Data supplied ::

..............................

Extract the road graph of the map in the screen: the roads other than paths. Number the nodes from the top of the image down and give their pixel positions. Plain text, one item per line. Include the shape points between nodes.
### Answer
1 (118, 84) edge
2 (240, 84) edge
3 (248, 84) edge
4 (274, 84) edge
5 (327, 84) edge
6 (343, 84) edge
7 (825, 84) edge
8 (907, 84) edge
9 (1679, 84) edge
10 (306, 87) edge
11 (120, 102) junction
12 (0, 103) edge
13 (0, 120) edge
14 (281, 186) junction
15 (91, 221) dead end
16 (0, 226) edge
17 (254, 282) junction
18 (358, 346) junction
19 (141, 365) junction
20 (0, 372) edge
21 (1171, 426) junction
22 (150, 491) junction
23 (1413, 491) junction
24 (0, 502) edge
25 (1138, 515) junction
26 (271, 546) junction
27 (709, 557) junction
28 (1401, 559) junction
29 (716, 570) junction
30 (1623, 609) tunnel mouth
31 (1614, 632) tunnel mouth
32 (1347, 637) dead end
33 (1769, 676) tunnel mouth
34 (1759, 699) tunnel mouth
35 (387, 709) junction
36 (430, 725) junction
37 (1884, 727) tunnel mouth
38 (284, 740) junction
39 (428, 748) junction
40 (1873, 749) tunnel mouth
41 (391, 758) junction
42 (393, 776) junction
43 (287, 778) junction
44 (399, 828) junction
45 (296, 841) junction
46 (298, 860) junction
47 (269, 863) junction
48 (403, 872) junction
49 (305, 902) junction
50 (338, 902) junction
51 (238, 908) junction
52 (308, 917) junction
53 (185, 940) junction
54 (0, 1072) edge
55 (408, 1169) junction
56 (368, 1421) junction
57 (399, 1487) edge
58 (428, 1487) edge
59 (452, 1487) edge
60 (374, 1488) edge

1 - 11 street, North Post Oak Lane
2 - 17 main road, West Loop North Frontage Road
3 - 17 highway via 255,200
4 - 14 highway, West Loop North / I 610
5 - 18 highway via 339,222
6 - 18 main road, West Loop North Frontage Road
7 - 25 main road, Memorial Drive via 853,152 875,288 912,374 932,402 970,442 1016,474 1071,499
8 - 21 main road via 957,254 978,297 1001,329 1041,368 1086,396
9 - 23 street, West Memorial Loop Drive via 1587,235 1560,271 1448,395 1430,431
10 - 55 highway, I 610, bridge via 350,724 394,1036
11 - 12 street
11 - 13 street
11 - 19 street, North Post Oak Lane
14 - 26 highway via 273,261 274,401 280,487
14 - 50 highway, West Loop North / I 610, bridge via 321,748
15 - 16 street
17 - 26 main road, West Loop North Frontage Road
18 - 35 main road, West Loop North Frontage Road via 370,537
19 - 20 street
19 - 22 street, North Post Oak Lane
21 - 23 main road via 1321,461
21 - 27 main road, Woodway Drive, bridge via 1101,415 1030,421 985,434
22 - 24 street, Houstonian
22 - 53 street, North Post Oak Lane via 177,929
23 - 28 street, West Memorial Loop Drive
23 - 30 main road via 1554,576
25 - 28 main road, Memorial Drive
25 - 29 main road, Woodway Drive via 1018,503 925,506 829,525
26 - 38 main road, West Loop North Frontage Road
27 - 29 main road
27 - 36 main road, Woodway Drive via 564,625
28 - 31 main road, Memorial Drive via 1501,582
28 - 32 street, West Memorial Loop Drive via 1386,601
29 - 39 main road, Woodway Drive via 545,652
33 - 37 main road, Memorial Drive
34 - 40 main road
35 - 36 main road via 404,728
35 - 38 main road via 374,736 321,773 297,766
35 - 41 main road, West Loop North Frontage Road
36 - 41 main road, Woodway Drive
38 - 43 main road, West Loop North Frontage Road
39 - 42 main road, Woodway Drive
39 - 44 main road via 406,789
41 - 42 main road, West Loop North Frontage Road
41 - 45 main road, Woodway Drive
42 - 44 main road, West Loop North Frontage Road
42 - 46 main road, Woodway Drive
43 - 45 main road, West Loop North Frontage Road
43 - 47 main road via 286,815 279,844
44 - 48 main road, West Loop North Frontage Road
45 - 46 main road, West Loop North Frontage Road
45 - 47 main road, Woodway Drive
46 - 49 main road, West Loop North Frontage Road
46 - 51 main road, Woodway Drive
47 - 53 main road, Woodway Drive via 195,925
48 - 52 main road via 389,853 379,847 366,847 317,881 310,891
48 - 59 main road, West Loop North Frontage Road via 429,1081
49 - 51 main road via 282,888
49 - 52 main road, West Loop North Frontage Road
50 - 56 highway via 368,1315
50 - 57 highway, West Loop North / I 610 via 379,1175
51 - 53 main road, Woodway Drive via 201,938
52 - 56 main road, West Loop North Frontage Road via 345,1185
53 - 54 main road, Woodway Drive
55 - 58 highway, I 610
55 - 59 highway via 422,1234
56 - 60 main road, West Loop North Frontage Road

..............................

Brief ::
Across all the records above, find each line with "bridge" in it and copy it.

Written solution ::
10 - 55 highway, I 610, bridge via 350,724 394,1036
14 - 50 highway, West Loop North / I 610, bridge via 321,748
21 - 27 main road, Woodway Drive, bridge via 1101,415 1030,421 985,434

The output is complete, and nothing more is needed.